What you need to know about neocloud hotshot IREN

AI_generated illustration: A data center corridor lined with computing equipment
IREN’s play for Mirantis reflects a foundational challenge for neocloud players. (Midjourney for Fierce Network)
  • IREN is a bitcoin mining operation turned neocloud
  • It recently made headlines by striking deals with Nvidia and Mirantis
  • The latter reflects a growing trend among neoclouds looking to flesh out their software portfolios

IREN has been on a tear lately. In the past week alone it has announced two major acquisitions and multi-billion-dollar deals with Nvidia. But who is the company and why are they suddenly everywhere?

Founded in 2018, U.S.-based IREN initially focused on bitcoin mining before pivoting its compute infrastructure to serve the AI market in 2024, following in the footsteps of peers including CoreWeave and Hut 8. IREN bagged a $9.7 billion AI infrastructure deal with Microsoft in November 2025 and since then it has been off to the races. 

Since the start of the year, IREN has laid out plans to grow its fleet of GPUs to 150,000  and its data center capacity to 480 MW by the end of 2026. 

IREN became a pivotal conversation point last week with its $625 million acquisition of Mirantis, a deal designed to flesh out its bare metal infrastructure approach with new Kubernetes-based orchestration and enterprise services. 

“Mirantis brings three things IREN does not have at scale: orchestration software capable of managing GPU infrastructure across bare metal, virtual machines, and Kubernetes environments; a proven enterprise support capability built over more than a decade of production deployments; and an established customer base of more than 1,500 enterprise accounts representing years of operational relationships,” Futurum Group’s Nick Patience and Mitch Ashley wrote.

The neocloud followed up two days later by expanding into Europe with the acquisition of Spain-based Nostrum Group. 

The same day, IREN made back-to-back blockbuster Nvidia announcements, revealing a $3.4 billion AI cloud compute contract with the company as well as a 5 GW deployment partnership giving Nvidia the right to invest up to $2.1 billion in IREN over the next five years.

Software scramble

But there’s a reason the Mirantis deal generated so much buzz. While multi-billion AI compute and investment deals feel like a dime a dozen these days, IREN’s play for Mirantis reflects a foundational challenge for neocloud players.

“Just being a pool of GPU capacity and renting GPU capacity, that has got a shelf life.

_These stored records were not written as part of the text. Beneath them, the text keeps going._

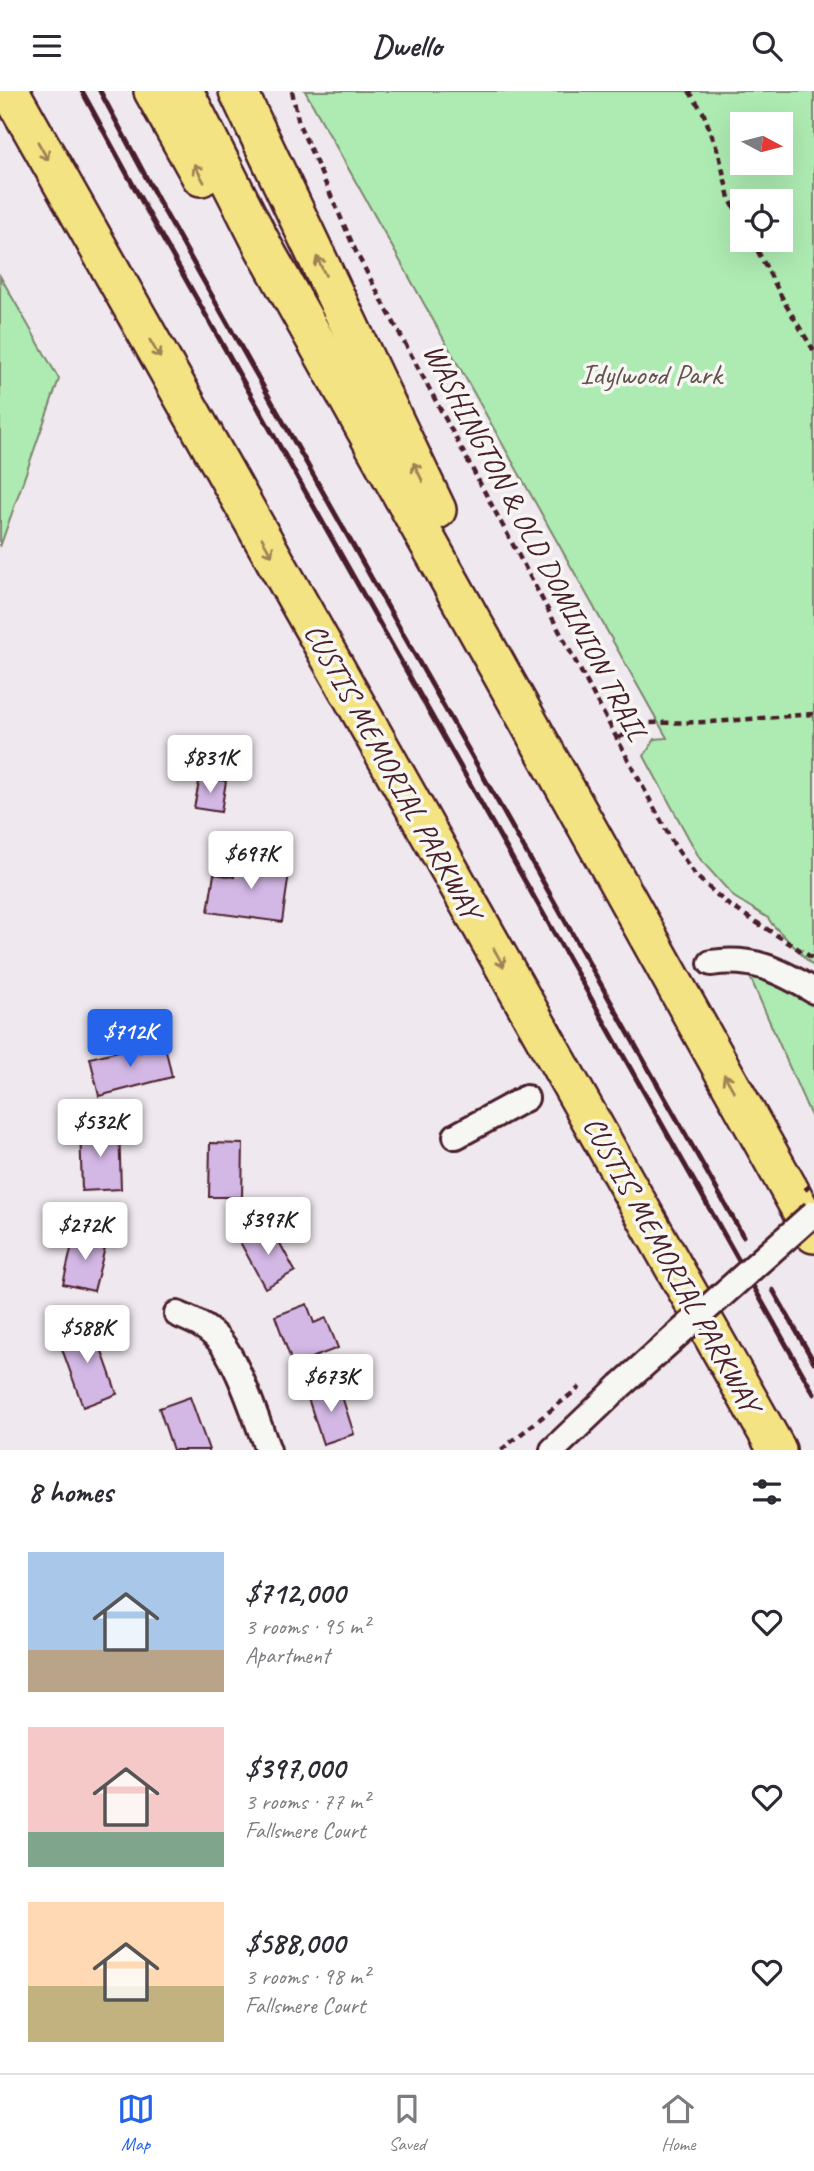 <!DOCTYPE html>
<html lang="en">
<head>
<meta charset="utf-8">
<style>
	:root { --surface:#fff; --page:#f7f7f7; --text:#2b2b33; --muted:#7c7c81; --line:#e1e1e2; --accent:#2563eb }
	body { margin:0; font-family:Caveat,sans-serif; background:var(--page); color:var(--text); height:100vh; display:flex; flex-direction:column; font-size:26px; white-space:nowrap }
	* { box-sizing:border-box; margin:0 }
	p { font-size:23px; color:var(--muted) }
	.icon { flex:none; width:38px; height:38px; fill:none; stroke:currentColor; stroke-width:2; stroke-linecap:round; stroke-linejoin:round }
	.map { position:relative; height:1359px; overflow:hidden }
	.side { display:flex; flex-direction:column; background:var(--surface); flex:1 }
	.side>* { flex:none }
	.needle { width:46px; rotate:97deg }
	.tools { position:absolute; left:730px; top:21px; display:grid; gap:14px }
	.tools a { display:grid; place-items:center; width:63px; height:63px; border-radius:0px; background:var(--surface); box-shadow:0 7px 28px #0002; font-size:35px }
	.price { position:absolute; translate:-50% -60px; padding:0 16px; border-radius:7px; background:#fff; color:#222; font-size:23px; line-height:46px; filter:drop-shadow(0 2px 4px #0008) }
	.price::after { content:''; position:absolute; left:50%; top:42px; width:21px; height:16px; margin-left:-10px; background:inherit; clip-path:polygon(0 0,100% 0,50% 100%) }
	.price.active { background:var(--accent); color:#fff }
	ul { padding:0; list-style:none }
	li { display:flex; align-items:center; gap:21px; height:175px; padding:0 28px }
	li span { display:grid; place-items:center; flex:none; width:196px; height:140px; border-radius:0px; color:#555 }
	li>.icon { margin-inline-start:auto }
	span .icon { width:84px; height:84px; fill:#fffc; stroke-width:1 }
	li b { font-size:30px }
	h2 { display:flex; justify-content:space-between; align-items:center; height:84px; padding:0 28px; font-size:30px }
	header { display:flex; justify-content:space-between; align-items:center; height:91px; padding:0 28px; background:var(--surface); font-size:32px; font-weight:600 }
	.menu { display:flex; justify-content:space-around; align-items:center; height:98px; border-top:2px solid var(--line); background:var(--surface); font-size:19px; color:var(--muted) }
	.menu a { display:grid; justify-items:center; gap:4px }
	.menu .active { color:var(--accent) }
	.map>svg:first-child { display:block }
</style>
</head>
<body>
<header><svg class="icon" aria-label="menu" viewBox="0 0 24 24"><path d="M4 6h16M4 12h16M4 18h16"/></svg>Dwello<svg class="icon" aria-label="search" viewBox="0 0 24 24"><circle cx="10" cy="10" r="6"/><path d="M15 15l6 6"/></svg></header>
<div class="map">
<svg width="814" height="1359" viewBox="0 0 814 1359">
	<rect width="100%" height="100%" fill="#efe9ef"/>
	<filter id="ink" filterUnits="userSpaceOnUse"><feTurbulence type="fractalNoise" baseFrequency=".0143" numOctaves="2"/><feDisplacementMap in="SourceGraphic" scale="14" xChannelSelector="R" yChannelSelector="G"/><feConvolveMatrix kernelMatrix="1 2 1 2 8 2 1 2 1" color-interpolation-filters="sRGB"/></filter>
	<g filter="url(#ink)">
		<g fill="#aeebb2" stroke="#7c856e" stroke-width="2" fill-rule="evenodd">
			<path d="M305,0H814V876L772,833L768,827L734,806L700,768L644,665L655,648L667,647ZM742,33H780V72H742ZM742,110H780V149H742Z"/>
			<path d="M0,185L59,288L0,456Z"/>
			<path d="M747,879L814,914V1032Z"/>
		</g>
		<g fill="#d3b7e5" stroke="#4a1f2b" stroke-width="2">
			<path d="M200,686L226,690L221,721L194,717Z"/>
			<path d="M236,768L290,775L282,831L208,821L214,783L234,786Z"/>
			<path d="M139,955L140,961L165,955L172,986L99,1005L90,967Z"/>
			<path d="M119,1036L121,1098L82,1100L80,1037Z"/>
			<path d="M210,1052L243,1053L242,1106H209Z"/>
			<path d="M270,1134L295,1180L265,1197L240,1151Z"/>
			<path d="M75,1141L107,1149L94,1200L63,1193Z"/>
			<path d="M307,1213L314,1232L326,1227L338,1257L293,1274L275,1225Z"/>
			<path d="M92,1232L117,1303L83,1316L57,1244Z"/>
			<path d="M338,1293L354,1343L323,1353L307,1304Z"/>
			<path d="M190,1306L209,1359H173L159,1317Z"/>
		</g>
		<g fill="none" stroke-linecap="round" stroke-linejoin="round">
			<defs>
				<g id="minor">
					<path d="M711,872C753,866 779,879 814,900"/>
					<path d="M456,1045L526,1007"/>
					<path d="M177,1223C191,1229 204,1234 215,1245C237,1265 256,1329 268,1359"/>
					<path d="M553,1359L620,1295"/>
				</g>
				<g id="highway">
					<path d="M10,0L777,1359"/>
					<path d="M153,0L201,86"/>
					<path d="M184,0L264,157L814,1143"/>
					<path d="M238,0L437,419"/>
				</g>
			</defs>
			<use href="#minor" stroke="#4a1f2b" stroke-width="30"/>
			<use href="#highway" stroke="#4a1f2b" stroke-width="42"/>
			<g stroke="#4a1f2b" stroke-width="4.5" stroke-dasharray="7 5" stroke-linecap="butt">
				<path d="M292,0L299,33L357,163L673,752L695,784L726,812L814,868"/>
				<path d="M689,0L703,21L719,63L729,107L742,130"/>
				<path d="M752,149L786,214L814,260"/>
				<path d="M618,647L648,632L712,631L814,623"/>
				<path d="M501,1359L580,1296"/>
			</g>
			<use href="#minor" stroke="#f6f6f2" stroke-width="24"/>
			<use href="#highway" stroke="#f4e382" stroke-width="37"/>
			<g stroke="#4a1f2b" stroke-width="5">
				<path d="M82,0L150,125L814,1303"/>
				<path d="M100,0L163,118L743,1145"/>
				<path d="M773,1199L814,1271"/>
			</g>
			<defs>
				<path id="minor-bridge" d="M620,1295L814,1122"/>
			</defs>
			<use href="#minor-bridge" stroke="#4a1f2b" stroke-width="30" stroke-linecap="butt"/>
			<path stroke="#4a1f2b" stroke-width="4.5" stroke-dasharray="7 5" stroke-linecap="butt" d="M805,1099L814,1091"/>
			<use href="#minor-bridge" stroke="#f6f6f2" stroke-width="24"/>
		</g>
		<defs><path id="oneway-shaft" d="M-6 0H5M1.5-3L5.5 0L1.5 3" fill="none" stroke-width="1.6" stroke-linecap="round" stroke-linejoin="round" transform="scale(1.75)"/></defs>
		<g stroke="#9f8156">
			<use href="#oneway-shaft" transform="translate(43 60) rotate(61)"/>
			<use href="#oneway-shaft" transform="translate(199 82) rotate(-119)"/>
			<use href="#oneway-shaft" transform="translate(321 175) rotate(-115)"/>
			<use href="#oneway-shaft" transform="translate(155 258) rotate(60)"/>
			<use href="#oneway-shaft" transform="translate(418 381) rotate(-116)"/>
			<use href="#oneway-shaft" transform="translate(267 456) rotate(61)"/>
			<use href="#oneway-shaft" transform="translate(499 867) rotate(61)"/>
			<use href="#oneway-shaft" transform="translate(729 992) rotate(-119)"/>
		</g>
	</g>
	<g text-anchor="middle" stroke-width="7" stroke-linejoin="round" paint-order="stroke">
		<g font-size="30" fill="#63524d" stroke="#f6f6f2">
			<text x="651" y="293">Idylwood Park</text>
		</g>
		<g font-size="30" fill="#4a1f2b" stroke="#f6f6f2">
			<text transform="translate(536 451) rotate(62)" y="10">WASHINGTON &amp; OLD DOMINION TRAIL</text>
			<text transform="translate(393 680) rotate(61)" y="10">CUSTIS MEMORIAL PARKWAY</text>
			<text transform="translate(672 1173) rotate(61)" y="10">CUSTIS MEMORIAL PARKWAY</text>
		</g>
	</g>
</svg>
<div class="tools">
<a><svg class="needle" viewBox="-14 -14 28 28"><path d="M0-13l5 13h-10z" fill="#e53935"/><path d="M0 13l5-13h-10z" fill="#7c7c81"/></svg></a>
<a><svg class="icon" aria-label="locate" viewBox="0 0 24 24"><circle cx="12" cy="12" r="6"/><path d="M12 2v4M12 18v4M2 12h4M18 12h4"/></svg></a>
</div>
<b class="price" style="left:210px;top:704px">$831K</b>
<b class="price" style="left:251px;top:800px">$697K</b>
<b class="price active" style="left:130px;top:978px">$712K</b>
<b class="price" style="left:100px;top:1068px">$532K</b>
<b class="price" style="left:268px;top:1166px">$397K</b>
<b class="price" style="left:85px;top:1171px">$272K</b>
<b class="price" style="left:87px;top:1274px">$588K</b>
<b class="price" style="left:331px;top:1323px">$673K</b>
</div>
<section class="side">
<h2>8 homes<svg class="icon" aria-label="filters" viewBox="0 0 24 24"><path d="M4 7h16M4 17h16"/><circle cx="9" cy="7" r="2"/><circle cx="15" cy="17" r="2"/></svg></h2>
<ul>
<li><span style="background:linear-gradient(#a9c7e8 70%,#b9a48a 0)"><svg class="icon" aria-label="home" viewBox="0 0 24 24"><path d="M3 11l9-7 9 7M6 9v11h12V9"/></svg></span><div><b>$712,000</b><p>3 rooms · 95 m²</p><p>Apartment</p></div><svg class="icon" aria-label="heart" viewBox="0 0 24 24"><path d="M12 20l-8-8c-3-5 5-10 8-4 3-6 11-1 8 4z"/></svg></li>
<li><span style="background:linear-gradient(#f6c9c9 75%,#7fa58c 0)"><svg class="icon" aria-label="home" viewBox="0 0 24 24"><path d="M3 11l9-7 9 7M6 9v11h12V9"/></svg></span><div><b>$397,000</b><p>3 rooms · 77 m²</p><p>Fallsmere Court</p></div><svg class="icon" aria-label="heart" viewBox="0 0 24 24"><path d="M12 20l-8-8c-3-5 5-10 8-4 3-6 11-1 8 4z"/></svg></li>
<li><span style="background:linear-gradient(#ffd9b3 60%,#c2b280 0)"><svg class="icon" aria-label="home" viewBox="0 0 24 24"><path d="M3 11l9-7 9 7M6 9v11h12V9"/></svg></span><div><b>$588,000</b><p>3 rooms · 98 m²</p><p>Fallsmere Court</p></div><svg class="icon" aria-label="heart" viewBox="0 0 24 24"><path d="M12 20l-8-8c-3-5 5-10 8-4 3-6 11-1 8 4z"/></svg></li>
</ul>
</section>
<nav class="menu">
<a class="active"><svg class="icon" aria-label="map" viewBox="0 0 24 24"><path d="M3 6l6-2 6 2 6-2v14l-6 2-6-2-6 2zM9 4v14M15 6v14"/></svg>Map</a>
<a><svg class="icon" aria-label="saved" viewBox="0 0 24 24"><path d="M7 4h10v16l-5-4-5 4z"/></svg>Saved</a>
<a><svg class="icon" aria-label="home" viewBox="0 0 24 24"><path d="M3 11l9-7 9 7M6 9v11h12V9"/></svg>Home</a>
</nav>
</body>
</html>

And I'd argue that shelf life expires at the end of this year. It doesn't cut off at the end of December, but it's largely a 2026 thing,” HyperFRAME Research CEO Steven Dickens told Fierce. “I think the race for the Nebiuses and the CoreWeaves and the Lambda Labs and those guys is they've gotta race this year and put their foot flat to the floor to get away from just being seen as renting capacity.”

Dickens isn’t alone in thinking this way. Patience and Ashley noted that CoreWeave’s recent purchase of Weighs & Biases was – like IREN’s deal – designed to strengthen its software capabilities. 

“Bare-metal GPU capacity is increasingly commoditized. The neoclouds that can offer an integrated stack, from power delivery through workload orchestration to enterprise support, are better positioned to serve enterprise customers directly, rather than as a pass-through layer for hyperscalers,” Patience and Ashley concluded. With Mirantis on its side, “IREN can credibly pursue a broader set of enterprise AI workloads, not just customers who want raw GPU access, but organizations that need managed AI infrastructure.”